— What needs to be done —
Lines holding the string "героев" are the ones to copy; find them all in the data.

[Items listed in a dataset]
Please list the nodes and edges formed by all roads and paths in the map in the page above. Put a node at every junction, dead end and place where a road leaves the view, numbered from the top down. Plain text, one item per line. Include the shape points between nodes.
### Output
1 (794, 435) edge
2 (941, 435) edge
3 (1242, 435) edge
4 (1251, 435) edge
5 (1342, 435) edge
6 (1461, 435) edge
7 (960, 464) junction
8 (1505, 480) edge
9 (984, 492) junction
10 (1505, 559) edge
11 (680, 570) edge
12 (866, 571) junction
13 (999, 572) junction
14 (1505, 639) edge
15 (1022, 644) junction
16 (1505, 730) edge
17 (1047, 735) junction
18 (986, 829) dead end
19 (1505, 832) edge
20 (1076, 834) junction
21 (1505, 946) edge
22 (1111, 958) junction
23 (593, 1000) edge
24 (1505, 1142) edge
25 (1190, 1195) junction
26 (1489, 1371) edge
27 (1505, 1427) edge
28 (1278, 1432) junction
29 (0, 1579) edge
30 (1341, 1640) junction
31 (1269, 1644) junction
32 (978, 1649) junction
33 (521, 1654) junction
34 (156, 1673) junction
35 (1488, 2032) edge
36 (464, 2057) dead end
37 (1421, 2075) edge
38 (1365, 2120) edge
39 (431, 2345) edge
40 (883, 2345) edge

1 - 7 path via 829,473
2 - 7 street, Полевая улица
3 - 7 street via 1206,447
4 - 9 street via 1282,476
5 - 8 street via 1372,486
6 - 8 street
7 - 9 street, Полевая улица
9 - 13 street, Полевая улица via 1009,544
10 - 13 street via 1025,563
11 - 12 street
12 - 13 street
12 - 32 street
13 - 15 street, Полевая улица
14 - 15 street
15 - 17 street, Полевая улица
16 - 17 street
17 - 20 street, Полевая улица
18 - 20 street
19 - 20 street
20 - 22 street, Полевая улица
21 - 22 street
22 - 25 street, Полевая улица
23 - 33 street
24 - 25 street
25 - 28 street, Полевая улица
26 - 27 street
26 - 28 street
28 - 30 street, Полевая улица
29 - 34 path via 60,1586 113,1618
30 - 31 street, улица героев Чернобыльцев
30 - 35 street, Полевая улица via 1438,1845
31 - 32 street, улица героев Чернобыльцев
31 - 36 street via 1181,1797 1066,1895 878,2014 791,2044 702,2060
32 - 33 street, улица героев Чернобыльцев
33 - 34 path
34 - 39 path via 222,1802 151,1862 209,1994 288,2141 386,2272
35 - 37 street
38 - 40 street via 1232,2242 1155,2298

— Answer space —
30 - 31 street, улица героев Чернобыльцев
31 - 32 street, улица героев Чернобыльцев
32 - 33 street, улица героев Чернобыльцев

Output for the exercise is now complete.